By making the most specific label "appear first" it seems more like your requirement is to display the data a certain way. When you say appear first, do you mean in the context of Bloom, Browser, or something else?
If I had a particular display requirement, a thing I might consider doing is storing a property along with the node that describes how you want the node displayed, and then use the built-in features of Bloom, Browser, or other custom software to display the nodes driven by that property, not by actually changing the labels themselves, or using any dummy nodes.
Just as food for thought too, it's sometimes a tricky proposition to use labels as a way of modeling subclass/superclass relationships, as you have provided with Animal -> Cat and Animal -> Dog. For an extended treatment about labels and why class hierarchies can be problematic, you could take a look at this: Graph Modeling: Labels. What are labels for, and how can you… | by David Allen | Neo4j Developer Blog | Medium
We are using the labels in a neo4j plugin where we are writing our own custom procedures similar to apoc.

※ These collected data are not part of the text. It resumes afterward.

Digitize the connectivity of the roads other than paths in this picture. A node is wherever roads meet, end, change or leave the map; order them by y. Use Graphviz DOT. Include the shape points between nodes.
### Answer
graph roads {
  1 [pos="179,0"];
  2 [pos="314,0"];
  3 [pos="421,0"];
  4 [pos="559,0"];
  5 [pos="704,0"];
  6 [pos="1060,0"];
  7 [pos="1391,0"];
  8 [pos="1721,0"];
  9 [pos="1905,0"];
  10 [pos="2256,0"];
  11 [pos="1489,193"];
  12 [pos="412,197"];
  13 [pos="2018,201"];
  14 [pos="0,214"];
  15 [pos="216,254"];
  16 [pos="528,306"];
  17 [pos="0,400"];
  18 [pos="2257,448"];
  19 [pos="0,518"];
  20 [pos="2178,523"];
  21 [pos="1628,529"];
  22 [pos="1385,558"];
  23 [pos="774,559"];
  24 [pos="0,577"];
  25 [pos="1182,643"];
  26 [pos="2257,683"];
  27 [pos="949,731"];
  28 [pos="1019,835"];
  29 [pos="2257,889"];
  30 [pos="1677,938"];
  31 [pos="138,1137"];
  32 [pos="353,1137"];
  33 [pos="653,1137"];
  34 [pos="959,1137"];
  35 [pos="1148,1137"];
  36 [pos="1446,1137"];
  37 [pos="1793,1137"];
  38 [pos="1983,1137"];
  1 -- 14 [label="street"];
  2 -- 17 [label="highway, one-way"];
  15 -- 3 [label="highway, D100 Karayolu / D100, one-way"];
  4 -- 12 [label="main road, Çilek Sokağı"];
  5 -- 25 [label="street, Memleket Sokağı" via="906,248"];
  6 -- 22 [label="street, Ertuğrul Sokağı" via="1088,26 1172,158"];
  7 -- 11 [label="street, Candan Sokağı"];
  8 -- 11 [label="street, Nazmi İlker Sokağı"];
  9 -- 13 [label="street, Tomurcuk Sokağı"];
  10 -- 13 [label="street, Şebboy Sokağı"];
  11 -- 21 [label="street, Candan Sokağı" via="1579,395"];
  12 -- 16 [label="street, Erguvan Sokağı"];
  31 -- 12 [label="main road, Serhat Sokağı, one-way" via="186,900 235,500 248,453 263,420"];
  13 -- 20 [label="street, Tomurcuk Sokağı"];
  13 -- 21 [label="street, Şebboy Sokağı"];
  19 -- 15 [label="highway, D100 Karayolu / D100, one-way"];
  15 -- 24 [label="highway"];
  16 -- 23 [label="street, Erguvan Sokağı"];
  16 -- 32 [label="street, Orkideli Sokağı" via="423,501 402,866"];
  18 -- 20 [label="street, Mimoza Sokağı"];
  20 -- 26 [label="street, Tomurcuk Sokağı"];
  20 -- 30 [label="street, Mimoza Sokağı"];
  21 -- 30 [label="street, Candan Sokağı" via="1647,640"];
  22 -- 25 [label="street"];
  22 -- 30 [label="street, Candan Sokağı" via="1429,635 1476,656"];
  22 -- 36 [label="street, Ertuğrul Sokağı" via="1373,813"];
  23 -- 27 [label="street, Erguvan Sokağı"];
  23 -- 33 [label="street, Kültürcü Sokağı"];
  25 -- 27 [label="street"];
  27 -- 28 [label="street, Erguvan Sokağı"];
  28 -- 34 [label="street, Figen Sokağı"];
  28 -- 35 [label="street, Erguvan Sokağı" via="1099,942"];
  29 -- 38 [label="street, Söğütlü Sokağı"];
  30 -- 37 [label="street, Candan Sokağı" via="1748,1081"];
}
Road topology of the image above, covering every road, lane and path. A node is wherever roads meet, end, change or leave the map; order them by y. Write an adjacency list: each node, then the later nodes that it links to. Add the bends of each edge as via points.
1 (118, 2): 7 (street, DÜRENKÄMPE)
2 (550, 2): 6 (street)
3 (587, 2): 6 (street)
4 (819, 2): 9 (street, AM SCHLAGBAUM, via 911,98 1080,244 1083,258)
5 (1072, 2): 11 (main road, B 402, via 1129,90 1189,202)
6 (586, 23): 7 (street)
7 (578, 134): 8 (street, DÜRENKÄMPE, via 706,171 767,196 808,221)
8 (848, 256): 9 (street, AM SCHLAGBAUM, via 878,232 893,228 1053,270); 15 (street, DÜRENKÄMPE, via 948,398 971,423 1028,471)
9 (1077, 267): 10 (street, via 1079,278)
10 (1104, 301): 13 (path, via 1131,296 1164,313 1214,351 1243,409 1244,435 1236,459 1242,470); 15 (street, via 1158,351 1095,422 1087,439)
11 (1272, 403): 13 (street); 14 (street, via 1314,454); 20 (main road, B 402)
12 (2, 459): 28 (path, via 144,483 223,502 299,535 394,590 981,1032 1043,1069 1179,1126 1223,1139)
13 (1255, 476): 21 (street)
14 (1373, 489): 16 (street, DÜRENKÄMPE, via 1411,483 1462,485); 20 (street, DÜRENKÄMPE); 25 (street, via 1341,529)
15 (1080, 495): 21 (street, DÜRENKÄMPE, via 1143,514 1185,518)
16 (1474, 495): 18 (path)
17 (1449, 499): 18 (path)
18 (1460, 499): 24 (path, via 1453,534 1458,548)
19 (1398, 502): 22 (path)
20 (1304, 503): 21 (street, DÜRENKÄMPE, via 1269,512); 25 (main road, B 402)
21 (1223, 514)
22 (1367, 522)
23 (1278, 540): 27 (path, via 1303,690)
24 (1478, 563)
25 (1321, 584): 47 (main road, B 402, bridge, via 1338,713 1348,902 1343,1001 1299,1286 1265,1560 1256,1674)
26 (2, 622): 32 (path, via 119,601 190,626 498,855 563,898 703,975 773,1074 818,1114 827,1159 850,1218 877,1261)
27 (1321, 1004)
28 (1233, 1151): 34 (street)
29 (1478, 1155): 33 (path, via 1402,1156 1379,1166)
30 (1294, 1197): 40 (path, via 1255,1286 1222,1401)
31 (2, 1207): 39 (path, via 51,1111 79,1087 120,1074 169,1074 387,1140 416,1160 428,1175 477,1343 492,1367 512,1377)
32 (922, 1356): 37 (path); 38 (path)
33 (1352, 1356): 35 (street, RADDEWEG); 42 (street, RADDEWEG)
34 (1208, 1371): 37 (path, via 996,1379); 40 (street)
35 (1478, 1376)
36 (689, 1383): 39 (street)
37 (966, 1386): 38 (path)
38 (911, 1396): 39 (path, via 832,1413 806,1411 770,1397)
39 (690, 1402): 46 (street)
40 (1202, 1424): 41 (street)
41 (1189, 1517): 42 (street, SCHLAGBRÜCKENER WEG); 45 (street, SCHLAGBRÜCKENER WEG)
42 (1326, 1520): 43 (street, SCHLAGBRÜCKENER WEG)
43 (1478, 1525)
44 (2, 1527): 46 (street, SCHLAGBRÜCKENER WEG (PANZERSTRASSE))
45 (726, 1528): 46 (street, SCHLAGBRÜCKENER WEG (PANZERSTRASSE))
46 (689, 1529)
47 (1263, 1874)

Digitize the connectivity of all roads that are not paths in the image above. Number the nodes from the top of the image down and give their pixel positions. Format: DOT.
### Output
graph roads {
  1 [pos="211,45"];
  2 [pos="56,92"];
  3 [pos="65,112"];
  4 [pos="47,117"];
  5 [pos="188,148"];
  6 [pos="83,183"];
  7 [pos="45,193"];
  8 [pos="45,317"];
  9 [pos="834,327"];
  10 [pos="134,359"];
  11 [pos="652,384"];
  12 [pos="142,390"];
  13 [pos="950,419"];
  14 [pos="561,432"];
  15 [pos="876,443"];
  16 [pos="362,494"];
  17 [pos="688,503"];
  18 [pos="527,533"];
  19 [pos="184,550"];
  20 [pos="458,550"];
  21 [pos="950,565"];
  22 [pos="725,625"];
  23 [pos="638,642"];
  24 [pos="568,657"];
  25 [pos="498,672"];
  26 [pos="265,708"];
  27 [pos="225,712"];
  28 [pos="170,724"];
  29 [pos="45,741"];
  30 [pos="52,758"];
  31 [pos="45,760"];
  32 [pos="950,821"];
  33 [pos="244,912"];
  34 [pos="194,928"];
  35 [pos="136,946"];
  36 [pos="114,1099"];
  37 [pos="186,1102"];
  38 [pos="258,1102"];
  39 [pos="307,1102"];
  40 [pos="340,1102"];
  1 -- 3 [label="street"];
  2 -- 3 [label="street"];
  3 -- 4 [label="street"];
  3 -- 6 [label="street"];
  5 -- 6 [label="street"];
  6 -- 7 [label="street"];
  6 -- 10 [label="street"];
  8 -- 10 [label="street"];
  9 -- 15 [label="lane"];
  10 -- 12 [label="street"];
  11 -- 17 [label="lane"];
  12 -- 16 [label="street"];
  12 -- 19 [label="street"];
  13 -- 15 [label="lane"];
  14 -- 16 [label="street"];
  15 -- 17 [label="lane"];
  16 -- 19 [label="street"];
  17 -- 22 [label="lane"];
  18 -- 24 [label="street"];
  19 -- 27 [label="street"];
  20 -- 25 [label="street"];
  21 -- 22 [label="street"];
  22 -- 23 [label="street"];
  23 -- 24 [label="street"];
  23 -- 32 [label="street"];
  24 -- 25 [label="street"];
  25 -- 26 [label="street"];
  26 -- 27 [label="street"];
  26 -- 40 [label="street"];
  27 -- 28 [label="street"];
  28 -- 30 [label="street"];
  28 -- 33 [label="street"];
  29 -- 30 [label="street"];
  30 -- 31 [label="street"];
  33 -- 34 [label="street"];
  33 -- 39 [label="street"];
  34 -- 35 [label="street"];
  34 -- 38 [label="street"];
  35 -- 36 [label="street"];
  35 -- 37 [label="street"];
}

If we can get the most important labels to appear first all the time it would allow us to optimize the performance. As it would mean that you don't need to travel the array of labels. With big numbers this could be significant.
But there is something to be said for just decreasing the labels. Even though the animal doesn't seem orthogonal, in our case it is because we also have virtual animal that can also be cats or dogs.
It did seem like we could get this to work by first creating a dummy node with the dog/cat label and then a dummy node with the animal label. All following nodes would have the labels ordered by the order at which the dummy labels were created.
Is the above not intended behavior? And with that I mean, would it be bad practice to program against it?
Ordering on labels isn't really intended one way or the other, it's more by chance, or an underlying implementation detail of the database that you can't really rely upon.
Some things are explicit in cypher, and others things aren't. For example, if you say this:
MATCH (p:Person) return p.name
Is the ordering of the results guaranteed? No, because you didn't specify an order. Now, from run to run, it might be consistent -- but that's just a detail you shouldn't rely upon. If you use an ORDER BY clause, it is reliable, consistent, and stable. Node labels are like that. You can experiment and see if you can get the system to return them in a particular order, but Neo4j basically just isn't promising that this is an ordered list (it's more like a set) - and so if you come to rely on that ordering without being explicit about it, there isn't any guarantee it'll remain stable.
David, thanks for all the help, we've decided to do as you suggested and not rely on this mechanic.